Requirement: From the listing, collect all lines containing the word "EAST".

-- -- --

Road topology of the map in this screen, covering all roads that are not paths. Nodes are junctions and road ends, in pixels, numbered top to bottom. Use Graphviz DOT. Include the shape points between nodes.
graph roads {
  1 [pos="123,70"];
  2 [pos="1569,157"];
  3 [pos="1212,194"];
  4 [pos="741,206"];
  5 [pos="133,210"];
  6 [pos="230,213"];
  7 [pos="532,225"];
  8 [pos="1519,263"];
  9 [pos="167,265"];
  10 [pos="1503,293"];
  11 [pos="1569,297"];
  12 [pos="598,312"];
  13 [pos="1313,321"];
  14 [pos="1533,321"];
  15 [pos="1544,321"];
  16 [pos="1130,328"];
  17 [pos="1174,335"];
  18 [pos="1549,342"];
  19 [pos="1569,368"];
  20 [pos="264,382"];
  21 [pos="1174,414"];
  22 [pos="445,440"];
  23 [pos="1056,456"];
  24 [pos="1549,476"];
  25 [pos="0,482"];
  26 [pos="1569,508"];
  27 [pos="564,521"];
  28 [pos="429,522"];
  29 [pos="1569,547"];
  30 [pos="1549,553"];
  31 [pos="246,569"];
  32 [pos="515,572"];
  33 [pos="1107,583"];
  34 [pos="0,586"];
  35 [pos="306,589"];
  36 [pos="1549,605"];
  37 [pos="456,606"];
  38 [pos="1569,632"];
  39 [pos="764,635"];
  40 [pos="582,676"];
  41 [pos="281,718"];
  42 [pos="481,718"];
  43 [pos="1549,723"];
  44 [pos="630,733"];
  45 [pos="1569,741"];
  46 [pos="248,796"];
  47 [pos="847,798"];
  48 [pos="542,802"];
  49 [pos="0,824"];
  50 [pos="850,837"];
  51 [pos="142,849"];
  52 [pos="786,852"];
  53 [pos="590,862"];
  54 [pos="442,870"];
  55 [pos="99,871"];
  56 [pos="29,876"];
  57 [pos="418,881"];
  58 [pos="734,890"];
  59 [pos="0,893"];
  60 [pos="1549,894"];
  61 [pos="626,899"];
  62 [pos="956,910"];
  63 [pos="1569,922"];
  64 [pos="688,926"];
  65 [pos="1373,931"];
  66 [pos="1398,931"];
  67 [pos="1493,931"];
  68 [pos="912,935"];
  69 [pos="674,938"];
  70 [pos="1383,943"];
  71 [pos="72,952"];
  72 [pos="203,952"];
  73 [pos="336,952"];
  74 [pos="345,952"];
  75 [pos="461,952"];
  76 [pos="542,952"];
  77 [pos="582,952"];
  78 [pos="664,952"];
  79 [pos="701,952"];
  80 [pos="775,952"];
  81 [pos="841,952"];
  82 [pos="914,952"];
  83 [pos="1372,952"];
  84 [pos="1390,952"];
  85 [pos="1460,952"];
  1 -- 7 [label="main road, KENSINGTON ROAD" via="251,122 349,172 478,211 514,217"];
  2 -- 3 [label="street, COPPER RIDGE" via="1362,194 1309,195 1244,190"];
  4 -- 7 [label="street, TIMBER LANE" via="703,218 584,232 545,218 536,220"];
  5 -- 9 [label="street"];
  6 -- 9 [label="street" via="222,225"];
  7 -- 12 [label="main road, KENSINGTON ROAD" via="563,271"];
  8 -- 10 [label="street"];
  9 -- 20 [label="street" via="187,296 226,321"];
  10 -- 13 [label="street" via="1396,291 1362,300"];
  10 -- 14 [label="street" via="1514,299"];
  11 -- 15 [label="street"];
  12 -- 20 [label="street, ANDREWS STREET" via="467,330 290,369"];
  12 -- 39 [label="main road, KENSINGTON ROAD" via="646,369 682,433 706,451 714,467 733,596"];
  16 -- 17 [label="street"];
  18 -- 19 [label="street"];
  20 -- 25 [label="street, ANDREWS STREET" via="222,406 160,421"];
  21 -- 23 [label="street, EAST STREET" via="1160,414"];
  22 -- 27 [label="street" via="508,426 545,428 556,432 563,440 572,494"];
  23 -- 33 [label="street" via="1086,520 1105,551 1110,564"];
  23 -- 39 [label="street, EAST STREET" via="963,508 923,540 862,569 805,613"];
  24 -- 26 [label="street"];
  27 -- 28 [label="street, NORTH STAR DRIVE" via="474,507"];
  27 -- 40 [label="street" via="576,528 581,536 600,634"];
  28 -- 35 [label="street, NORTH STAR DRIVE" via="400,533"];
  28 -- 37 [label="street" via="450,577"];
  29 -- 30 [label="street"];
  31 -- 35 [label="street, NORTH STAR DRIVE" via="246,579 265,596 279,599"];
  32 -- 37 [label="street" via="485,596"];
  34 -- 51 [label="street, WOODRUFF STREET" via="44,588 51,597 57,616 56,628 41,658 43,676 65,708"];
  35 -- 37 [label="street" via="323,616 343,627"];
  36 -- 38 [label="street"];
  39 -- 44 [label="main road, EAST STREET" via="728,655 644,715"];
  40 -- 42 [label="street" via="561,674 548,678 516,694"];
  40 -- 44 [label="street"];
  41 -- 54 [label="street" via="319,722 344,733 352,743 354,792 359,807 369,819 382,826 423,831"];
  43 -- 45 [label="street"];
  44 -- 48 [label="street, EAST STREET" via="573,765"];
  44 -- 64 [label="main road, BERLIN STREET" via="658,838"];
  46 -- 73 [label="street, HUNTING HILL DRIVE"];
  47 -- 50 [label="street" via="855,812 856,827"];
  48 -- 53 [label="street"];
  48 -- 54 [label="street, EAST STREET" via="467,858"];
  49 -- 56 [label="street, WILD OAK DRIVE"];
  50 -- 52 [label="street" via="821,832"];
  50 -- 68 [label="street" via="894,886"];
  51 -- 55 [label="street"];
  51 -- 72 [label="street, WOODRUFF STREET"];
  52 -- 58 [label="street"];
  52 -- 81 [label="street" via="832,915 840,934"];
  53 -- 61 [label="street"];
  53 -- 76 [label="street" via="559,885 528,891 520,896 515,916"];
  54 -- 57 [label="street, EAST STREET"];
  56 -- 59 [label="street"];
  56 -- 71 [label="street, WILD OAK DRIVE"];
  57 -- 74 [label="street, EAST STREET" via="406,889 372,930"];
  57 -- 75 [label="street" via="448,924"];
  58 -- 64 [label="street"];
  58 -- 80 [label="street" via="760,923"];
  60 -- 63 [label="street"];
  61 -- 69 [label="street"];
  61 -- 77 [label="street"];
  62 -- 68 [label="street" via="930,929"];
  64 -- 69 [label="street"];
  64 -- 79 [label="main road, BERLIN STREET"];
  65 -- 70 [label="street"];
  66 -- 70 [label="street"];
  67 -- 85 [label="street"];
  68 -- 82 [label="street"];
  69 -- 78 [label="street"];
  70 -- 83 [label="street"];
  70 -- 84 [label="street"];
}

-- -- --

Task output:
  21 -- 23 [label="street, EAST STREET" via="1160,414"];
  23 -- 39 [label="street, EAST STREET" via="963,508 923,540 862,569 805,613"];
  39 -- 44 [label="main road, EAST STREET" via="728,655 644,715"];
  44 -- 48 [label="street, EAST STREET" via="573,765"];
  48 -- 54 [label="street, EAST STREET" via="467,858"];
  54 -- 57 [label="street, EAST STREET"];
  57 -- 74 [label="street, EAST STREET" via="406,889 372,930"];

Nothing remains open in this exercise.